■ GOAL OF THE EXERCISE ■
From the data that follows, copy every line holding the string "canvas".
___ THE RECORDS ___
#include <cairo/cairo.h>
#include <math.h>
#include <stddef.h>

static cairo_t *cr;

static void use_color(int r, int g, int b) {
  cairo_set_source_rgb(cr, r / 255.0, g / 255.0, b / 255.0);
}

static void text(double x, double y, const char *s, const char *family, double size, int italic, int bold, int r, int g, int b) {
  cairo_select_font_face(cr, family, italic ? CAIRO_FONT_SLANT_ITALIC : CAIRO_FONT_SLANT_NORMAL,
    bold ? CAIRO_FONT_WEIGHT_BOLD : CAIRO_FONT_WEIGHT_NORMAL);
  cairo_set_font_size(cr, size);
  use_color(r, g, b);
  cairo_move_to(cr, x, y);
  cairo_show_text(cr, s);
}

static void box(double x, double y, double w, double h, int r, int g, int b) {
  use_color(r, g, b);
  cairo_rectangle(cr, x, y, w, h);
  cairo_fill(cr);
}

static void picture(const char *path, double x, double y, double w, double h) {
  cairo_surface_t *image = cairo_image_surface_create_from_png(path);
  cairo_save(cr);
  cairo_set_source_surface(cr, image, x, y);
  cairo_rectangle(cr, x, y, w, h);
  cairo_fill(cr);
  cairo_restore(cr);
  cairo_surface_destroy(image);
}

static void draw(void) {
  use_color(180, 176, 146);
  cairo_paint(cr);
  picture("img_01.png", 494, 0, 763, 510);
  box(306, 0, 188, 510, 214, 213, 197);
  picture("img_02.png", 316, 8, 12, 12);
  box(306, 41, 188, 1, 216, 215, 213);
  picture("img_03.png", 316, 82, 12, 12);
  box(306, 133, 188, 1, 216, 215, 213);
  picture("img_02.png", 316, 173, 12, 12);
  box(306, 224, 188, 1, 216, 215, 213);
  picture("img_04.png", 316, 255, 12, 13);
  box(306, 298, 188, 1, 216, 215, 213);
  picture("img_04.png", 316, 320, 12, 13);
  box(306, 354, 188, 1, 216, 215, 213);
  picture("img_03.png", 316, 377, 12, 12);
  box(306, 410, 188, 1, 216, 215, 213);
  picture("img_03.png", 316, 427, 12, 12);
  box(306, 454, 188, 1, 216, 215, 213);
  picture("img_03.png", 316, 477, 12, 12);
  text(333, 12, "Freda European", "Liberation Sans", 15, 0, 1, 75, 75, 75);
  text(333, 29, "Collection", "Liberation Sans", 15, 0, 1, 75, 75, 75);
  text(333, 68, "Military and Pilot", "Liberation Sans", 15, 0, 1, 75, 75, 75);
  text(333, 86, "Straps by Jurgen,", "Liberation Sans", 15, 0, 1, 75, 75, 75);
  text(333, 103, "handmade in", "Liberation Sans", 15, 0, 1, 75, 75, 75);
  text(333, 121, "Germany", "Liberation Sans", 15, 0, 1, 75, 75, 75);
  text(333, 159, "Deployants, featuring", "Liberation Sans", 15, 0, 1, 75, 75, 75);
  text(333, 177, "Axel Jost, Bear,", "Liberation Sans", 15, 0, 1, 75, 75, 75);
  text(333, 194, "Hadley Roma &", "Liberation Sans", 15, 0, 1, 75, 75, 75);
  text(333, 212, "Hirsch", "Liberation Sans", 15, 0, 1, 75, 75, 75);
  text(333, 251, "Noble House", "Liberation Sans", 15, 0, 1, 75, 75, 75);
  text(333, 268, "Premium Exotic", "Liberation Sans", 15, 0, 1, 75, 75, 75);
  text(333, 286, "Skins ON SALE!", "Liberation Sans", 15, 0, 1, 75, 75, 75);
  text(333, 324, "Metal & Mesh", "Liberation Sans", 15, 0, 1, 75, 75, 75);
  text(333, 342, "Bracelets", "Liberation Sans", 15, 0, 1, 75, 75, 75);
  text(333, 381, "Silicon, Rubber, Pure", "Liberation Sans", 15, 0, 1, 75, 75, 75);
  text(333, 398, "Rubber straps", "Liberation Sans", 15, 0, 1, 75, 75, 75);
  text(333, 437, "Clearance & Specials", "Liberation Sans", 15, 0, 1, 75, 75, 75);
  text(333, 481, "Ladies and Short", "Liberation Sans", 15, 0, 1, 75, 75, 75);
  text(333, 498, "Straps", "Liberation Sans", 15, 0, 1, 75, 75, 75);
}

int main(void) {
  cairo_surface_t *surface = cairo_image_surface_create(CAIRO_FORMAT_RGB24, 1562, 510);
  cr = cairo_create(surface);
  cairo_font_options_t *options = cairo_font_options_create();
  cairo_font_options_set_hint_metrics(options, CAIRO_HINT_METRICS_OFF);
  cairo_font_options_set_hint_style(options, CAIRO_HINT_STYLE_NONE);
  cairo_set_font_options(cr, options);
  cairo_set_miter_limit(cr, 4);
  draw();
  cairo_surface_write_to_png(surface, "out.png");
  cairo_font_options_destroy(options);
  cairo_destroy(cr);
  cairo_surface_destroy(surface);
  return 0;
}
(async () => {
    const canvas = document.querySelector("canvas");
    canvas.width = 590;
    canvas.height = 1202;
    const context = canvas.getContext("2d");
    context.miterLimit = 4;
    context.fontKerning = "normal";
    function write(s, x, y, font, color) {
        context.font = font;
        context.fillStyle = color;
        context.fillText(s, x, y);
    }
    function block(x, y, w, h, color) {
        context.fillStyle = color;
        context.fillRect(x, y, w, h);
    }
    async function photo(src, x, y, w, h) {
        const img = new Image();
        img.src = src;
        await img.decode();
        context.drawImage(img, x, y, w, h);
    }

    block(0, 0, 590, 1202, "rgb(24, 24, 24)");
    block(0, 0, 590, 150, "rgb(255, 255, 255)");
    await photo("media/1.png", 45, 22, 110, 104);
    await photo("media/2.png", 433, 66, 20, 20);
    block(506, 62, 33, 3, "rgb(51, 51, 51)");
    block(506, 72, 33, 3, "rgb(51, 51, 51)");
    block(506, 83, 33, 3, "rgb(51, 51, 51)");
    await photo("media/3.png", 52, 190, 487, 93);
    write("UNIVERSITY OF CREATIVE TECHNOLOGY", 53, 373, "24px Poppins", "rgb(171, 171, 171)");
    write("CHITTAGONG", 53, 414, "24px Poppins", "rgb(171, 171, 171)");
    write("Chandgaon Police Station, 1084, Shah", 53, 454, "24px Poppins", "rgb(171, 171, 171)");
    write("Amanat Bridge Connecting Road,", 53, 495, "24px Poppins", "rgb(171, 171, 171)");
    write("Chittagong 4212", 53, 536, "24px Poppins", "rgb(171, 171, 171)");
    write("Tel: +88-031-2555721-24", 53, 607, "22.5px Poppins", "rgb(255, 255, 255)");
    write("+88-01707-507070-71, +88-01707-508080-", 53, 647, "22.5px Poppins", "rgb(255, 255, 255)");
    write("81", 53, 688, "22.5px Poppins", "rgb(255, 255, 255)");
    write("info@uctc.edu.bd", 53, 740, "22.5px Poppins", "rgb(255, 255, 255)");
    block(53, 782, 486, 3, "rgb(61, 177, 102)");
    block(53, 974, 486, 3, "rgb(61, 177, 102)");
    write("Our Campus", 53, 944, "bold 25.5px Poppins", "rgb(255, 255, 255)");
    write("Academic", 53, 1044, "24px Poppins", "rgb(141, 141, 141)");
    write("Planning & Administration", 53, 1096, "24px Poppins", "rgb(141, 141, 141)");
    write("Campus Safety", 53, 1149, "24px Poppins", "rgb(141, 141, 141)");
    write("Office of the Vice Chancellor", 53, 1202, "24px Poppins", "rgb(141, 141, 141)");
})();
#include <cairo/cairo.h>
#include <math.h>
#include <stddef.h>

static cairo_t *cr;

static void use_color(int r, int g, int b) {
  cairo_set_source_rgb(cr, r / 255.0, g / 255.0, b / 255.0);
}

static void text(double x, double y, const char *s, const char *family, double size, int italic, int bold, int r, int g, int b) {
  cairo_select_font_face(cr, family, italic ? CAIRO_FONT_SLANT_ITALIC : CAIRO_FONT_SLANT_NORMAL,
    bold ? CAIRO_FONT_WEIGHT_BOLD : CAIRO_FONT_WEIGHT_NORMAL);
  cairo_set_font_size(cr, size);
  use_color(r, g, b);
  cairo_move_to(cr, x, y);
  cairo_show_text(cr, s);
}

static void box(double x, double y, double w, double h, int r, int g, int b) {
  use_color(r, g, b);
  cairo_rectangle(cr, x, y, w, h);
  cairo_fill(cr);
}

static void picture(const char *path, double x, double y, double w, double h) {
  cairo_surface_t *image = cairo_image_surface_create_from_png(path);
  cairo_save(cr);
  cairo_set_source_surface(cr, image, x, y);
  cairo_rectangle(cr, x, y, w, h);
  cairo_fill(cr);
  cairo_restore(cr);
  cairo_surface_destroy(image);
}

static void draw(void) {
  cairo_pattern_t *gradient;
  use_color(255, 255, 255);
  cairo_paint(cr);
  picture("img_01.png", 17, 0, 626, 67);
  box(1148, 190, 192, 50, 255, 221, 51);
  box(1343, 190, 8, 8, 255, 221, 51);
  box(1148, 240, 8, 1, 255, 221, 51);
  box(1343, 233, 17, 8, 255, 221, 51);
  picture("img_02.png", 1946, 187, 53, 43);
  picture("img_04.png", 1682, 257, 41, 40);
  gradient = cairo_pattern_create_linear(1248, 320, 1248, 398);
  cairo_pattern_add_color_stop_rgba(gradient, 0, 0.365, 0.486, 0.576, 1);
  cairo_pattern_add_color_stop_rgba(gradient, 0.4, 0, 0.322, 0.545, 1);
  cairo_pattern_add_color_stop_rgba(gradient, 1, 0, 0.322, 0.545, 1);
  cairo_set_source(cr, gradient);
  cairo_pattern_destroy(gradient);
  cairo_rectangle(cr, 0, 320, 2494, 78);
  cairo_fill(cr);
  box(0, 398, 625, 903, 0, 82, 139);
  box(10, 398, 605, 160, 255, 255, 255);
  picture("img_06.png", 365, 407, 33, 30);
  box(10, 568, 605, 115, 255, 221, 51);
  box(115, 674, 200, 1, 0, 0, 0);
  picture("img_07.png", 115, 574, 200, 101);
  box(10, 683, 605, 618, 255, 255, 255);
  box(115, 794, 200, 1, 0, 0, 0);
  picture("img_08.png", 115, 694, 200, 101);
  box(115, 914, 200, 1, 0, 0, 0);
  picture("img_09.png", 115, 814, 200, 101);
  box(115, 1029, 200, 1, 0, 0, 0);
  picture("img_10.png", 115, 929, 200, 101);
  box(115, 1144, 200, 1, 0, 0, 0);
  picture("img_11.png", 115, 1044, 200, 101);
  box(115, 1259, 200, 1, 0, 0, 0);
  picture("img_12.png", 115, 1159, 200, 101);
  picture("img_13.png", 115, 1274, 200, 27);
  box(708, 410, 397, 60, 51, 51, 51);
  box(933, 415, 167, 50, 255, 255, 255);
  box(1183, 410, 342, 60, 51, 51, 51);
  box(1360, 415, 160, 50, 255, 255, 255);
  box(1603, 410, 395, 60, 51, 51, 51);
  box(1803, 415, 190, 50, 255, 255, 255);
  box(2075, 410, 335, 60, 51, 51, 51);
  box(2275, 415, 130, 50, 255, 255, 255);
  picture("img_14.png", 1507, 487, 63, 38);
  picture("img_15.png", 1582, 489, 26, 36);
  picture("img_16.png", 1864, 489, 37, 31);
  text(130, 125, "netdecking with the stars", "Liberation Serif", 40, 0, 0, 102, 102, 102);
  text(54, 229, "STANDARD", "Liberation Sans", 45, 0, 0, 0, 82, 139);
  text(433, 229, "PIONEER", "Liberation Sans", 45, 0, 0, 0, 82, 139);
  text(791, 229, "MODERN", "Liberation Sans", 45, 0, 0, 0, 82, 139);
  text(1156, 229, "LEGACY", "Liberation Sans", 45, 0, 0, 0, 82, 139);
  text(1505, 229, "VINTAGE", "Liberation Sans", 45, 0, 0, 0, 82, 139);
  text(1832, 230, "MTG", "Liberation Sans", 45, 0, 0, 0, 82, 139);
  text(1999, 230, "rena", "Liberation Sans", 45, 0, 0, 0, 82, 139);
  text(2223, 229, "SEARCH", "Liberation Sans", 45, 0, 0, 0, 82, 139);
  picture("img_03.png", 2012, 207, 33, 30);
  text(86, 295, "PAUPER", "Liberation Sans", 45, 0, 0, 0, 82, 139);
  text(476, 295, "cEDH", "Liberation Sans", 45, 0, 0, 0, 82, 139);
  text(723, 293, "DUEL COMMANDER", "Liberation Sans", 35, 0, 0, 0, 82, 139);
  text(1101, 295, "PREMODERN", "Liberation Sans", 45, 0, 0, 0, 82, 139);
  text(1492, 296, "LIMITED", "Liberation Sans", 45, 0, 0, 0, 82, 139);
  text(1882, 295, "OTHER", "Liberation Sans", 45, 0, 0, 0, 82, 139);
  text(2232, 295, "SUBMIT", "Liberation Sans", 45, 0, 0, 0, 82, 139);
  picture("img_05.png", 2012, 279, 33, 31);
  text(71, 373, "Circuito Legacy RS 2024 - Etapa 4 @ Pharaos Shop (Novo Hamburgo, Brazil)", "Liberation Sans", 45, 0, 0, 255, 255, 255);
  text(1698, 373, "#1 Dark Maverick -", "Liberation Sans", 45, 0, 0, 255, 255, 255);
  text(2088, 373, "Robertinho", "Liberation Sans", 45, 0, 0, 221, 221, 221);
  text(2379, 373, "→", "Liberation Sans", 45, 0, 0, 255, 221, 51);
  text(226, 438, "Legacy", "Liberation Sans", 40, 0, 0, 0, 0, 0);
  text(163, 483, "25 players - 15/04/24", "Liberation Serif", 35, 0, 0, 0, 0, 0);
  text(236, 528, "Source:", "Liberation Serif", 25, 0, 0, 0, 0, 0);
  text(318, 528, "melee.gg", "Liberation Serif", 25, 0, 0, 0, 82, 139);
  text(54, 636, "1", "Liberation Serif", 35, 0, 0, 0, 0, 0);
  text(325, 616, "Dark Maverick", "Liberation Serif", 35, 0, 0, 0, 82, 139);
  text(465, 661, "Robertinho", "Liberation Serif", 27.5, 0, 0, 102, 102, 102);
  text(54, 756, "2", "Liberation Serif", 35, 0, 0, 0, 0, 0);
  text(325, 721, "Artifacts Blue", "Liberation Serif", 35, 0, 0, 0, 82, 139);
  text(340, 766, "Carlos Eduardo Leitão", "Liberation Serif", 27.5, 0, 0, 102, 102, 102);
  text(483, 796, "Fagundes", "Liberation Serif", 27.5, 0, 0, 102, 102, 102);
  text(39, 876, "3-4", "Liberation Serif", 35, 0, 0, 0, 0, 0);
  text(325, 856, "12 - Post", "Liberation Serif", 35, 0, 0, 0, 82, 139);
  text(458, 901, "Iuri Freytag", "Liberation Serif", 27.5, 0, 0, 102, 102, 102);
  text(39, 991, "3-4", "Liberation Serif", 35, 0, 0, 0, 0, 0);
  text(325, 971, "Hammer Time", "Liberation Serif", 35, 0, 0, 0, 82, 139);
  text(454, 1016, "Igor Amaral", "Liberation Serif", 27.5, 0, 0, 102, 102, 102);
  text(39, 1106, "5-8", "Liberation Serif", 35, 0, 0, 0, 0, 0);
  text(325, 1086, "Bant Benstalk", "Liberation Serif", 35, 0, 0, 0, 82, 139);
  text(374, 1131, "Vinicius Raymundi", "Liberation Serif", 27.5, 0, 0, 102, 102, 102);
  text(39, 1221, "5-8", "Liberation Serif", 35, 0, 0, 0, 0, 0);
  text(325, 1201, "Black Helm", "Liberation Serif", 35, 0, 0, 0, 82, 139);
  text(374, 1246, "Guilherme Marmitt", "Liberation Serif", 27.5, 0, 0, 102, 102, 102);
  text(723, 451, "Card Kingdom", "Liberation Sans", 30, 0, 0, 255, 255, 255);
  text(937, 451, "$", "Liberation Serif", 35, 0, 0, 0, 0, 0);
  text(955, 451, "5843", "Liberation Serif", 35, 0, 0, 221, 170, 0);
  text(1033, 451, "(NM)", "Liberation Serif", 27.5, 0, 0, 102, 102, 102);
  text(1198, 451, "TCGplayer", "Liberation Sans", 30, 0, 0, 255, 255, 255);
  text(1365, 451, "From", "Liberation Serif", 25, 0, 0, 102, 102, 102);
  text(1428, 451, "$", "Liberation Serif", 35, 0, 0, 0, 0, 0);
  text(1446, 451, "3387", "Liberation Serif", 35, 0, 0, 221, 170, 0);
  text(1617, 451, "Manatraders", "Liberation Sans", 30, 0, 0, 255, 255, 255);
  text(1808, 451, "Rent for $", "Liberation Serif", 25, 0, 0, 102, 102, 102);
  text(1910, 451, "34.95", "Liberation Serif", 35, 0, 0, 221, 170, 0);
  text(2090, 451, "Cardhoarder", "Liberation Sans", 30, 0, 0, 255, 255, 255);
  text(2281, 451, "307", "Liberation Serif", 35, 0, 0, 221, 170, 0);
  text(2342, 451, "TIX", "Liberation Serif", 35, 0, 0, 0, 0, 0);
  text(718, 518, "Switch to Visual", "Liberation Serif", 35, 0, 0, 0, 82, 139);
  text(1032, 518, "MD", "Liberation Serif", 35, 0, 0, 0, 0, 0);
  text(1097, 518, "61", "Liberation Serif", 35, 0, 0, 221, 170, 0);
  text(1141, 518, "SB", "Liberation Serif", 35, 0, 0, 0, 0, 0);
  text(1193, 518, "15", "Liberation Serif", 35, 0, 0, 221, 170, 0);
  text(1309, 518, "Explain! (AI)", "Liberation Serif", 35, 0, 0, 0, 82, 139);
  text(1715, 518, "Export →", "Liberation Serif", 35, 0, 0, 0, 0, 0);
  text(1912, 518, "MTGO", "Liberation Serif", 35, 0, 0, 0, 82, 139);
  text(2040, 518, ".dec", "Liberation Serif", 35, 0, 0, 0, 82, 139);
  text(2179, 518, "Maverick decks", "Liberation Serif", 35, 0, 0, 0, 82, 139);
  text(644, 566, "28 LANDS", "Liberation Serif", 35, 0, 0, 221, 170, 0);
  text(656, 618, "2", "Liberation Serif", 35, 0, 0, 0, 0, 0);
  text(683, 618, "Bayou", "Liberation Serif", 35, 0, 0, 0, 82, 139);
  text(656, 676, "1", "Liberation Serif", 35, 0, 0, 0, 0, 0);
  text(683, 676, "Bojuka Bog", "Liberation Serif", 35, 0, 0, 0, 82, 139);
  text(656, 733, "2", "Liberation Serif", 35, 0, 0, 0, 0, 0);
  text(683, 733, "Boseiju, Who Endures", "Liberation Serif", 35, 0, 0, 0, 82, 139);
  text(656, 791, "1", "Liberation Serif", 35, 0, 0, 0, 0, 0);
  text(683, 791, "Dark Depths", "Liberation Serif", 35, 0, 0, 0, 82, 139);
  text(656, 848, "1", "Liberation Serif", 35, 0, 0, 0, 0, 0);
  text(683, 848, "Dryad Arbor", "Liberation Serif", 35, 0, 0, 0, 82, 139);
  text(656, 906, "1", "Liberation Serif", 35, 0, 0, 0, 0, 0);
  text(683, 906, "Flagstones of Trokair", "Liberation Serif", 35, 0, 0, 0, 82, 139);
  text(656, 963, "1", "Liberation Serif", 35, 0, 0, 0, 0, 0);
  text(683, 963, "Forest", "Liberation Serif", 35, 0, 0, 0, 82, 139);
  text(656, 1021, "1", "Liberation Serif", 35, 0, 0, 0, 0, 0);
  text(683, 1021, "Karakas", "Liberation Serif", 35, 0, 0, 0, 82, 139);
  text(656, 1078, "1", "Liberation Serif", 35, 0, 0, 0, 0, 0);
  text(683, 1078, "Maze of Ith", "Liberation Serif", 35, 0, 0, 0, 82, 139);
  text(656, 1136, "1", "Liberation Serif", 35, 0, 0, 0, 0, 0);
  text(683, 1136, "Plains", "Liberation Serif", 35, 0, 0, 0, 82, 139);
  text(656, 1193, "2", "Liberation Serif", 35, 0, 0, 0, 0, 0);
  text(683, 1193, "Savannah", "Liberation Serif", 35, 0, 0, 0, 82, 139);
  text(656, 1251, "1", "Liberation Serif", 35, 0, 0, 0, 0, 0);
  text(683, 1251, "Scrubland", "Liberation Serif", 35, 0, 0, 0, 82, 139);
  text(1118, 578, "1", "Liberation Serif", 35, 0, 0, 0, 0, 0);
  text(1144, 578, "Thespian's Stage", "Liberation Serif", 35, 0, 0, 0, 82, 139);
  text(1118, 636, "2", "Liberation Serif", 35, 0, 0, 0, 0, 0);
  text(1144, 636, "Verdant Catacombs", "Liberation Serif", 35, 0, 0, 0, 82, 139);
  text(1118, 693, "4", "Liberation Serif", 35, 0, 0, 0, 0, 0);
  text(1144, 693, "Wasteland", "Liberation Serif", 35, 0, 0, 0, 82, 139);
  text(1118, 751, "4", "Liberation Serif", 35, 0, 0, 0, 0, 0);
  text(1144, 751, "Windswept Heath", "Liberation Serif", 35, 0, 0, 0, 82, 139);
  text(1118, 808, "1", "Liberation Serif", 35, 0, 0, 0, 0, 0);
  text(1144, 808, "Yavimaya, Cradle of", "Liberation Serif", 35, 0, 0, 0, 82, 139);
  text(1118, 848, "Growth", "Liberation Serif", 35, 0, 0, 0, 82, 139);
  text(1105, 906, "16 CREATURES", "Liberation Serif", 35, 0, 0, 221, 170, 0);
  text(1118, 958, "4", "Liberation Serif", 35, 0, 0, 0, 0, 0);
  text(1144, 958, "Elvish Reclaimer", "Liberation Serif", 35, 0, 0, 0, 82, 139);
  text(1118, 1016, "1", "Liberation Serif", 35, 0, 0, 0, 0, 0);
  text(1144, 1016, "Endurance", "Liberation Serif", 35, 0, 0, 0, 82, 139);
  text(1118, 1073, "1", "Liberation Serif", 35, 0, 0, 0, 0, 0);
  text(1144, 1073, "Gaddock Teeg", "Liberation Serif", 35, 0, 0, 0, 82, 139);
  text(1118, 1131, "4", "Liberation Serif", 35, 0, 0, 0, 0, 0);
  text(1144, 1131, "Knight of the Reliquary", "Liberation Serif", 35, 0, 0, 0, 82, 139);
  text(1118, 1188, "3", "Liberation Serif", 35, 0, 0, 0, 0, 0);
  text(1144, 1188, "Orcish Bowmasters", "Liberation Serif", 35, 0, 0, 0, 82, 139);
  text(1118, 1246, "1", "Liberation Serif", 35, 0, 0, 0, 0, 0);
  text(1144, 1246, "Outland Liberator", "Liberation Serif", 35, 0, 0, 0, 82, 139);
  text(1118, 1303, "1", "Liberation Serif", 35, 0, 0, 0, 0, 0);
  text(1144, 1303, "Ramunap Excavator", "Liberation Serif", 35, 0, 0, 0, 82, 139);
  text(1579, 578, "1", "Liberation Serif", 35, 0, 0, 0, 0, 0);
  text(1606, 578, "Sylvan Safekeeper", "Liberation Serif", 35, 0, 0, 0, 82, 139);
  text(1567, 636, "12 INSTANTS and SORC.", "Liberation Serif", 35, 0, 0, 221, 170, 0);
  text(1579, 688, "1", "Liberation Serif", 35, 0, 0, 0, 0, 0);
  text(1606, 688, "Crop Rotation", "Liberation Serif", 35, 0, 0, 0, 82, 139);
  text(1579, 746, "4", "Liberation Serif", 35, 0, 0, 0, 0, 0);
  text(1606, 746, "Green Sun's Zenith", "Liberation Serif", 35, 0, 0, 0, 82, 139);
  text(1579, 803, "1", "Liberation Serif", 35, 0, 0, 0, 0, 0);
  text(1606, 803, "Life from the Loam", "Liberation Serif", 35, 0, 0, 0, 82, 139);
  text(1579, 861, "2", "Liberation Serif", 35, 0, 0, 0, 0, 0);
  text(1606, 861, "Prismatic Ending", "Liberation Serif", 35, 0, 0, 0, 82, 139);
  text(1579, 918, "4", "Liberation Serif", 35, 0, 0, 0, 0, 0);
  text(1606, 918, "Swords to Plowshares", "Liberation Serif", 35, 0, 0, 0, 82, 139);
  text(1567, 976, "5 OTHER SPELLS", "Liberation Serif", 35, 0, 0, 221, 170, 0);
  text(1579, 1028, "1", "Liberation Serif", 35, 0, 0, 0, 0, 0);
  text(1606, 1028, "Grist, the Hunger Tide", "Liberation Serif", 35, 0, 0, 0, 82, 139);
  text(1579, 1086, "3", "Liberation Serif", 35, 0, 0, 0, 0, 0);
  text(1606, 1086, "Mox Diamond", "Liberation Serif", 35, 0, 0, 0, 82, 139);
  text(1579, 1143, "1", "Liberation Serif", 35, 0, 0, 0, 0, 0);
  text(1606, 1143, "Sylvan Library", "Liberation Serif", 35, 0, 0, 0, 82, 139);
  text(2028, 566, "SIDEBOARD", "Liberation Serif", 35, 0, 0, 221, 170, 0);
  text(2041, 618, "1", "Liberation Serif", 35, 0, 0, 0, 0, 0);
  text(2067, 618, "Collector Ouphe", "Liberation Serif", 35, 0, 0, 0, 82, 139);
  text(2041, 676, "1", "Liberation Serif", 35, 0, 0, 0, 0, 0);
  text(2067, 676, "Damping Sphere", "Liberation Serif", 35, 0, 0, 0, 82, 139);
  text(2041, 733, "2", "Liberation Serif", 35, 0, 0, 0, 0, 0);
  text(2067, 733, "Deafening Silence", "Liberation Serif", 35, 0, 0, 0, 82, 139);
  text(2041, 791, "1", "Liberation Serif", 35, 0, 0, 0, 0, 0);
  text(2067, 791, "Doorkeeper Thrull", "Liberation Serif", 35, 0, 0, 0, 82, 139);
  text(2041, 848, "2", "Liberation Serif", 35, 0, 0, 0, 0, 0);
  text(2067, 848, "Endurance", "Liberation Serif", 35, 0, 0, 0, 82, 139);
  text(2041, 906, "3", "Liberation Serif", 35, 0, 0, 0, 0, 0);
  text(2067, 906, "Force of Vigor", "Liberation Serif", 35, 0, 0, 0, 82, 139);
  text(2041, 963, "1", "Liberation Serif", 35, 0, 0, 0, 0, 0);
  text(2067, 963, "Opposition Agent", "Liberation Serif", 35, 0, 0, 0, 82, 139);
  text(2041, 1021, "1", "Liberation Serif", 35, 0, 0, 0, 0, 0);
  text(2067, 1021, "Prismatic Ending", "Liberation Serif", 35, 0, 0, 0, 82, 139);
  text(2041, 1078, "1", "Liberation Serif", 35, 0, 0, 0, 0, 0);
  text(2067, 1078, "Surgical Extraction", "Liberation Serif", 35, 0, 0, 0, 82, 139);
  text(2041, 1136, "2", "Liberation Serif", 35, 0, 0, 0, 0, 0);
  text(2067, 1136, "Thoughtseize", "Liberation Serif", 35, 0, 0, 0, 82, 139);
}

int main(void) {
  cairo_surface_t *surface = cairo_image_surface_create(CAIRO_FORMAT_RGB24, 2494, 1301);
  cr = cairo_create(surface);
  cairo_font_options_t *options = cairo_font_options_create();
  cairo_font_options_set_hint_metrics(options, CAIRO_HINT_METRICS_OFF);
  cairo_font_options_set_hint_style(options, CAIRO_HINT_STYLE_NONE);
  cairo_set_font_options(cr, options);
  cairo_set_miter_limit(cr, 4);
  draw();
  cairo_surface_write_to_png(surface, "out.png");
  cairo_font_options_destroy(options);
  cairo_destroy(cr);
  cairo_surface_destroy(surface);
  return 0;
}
___
■ ANSWER BOX ■
    const canvas = document.querySelector("canvas");
    canvas.width = 590;
    canvas.height = 1202;
    const context = canvas.getContext("2d");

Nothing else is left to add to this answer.